Khamia Vonsakoun, Banquets Chef & Daniel Pino, Executive Pastry Chef, Borgata Hotel, Casino & Spa, Atlantic City, NJ
- 3 tbsp. canola oil
- 1 lb. bay scallops
- 8 oz. cooked crabmeat
- 1 tbsp. fresh garlic, minced
- 1 tbsp. fresh ginger, minced
- 1 1/2 cups zucchini, julienne cut
- 1 1/2 cups carrots, julienne cut
- 1 cup canned oriental baby corn, drained, cut 1/2 inch
- 1/2 cup canned straw mushrooms, drained
- 1/2 cup canned sliced water chestnuts, drained
- 1/4 cup green onions, sliced 1/4 on sharp bias
- 1/4 cup soy sauce
- 2 tbsp. water
- 3 tbsp. sugar
- 1 tsp. cornstarch
- 3 sets Athens® Ready-To-Go Phyllo Doughô, thawed
- Egg wash, as needed
Heat 1 tbsp. of the oil; stir-fry scallops for 2-3 minutes.

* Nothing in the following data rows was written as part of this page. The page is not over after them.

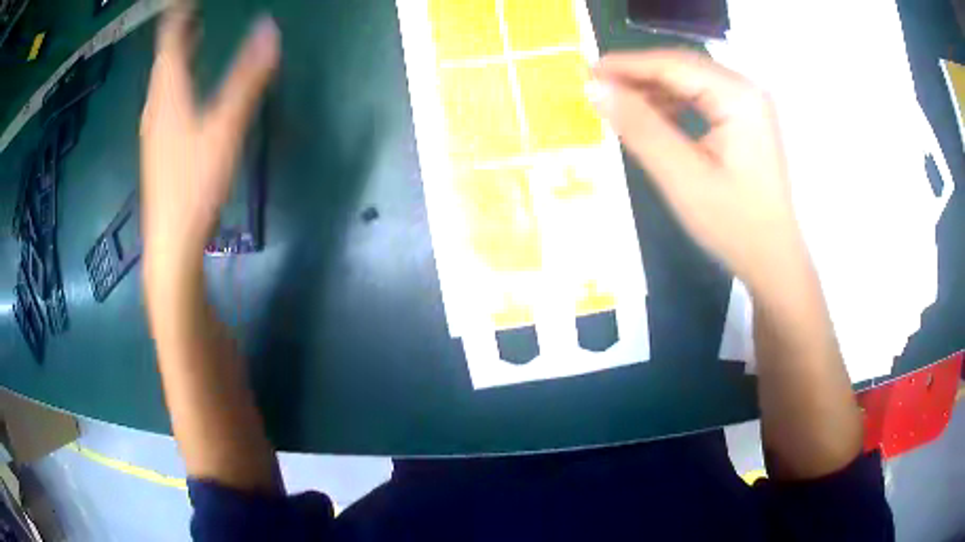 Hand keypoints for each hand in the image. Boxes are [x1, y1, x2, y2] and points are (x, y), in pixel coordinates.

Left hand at [139, 3, 278, 288]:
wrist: (171, 242)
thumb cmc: (194, 183)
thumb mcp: (225, 127)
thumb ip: (248, 78)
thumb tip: (270, 29)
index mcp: (168, 92)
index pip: (170, 39)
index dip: (178, 15)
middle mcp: (156, 105)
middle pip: (164, 57)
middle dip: (178, 30)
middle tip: (192, 10)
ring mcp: (154, 128)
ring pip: (163, 79)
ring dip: (176, 53)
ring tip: (191, 35)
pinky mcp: (158, 147)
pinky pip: (165, 98)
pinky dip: (176, 78)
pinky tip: (185, 84)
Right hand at [591, 50, 802, 287]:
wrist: (772, 260)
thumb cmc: (734, 224)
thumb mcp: (682, 177)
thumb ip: (640, 127)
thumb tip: (596, 89)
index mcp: (738, 97)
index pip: (672, 65)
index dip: (626, 65)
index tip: (586, 72)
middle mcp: (746, 90)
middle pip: (682, 68)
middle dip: (638, 75)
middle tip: (597, 89)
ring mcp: (748, 104)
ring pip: (690, 82)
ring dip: (653, 90)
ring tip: (618, 104)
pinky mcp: (745, 120)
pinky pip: (701, 99)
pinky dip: (672, 104)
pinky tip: (652, 118)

Remove cooked scallops to a separate bowl; add cooked crabmeat and cool.
Add 2 tbsp. oil; saute garlic and ginger for 1 minute. Add vegetables, water chestnuts and onions; stir-fry 3 minutes until tender-crisp. Remove vegetables; place in bowl with seafood.

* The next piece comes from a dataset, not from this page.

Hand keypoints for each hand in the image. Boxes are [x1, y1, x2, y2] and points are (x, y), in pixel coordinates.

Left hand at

To same pan, add soy sauce, water, sugar and cornstarch. Bring to a boil; cook until thickened. Add to vegetable mixture and chill.

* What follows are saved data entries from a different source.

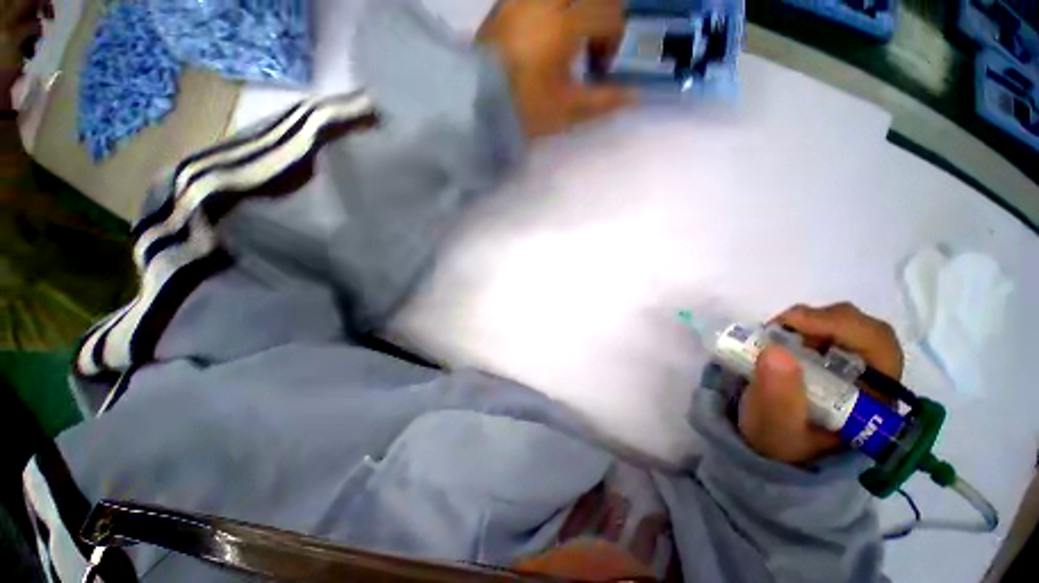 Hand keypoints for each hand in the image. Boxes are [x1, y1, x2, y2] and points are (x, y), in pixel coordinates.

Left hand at [477, 0, 635, 138]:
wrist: (473, 106)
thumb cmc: (524, 109)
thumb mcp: (567, 109)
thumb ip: (604, 100)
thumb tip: (637, 95)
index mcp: (564, 24)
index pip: (608, 15)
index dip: (614, 40)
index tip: (603, 66)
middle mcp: (544, 1)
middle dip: (598, 15)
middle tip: (589, 44)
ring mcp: (520, 0)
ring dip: (575, 12)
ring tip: (567, 40)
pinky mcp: (503, 5)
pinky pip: (536, 1)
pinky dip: (552, 10)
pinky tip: (544, 35)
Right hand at [738, 303, 903, 464]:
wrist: (767, 440)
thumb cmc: (778, 439)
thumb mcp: (775, 427)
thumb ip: (778, 397)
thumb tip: (775, 352)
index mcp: (874, 400)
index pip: (881, 350)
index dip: (846, 328)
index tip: (796, 323)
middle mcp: (870, 377)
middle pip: (866, 330)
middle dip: (824, 320)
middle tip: (782, 325)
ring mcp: (848, 363)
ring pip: (844, 322)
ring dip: (807, 320)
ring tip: (774, 333)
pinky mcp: (827, 354)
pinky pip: (821, 325)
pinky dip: (798, 323)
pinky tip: (777, 334)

Cut each set of Athens® Ready-To-Go Phyllo Dough in half lengthwise. Egg wash 1″ inch around outer edges of Phyllo. Place 1 cup of seafood mixture at narrow end of Phyllo. Fold one corner of Phyllo diagonally across to opposite edge to form a triangle. Continue to fold triangle onto itself. Score surface and brush with egg wash. Repeat with remaining Ready-to-Go Phyllo sets. Bake in preheated 375° F oven for 35-45 minutes until golden brown. Serve each turnover garnished with 1 oz. Citrus Peanut Sauce.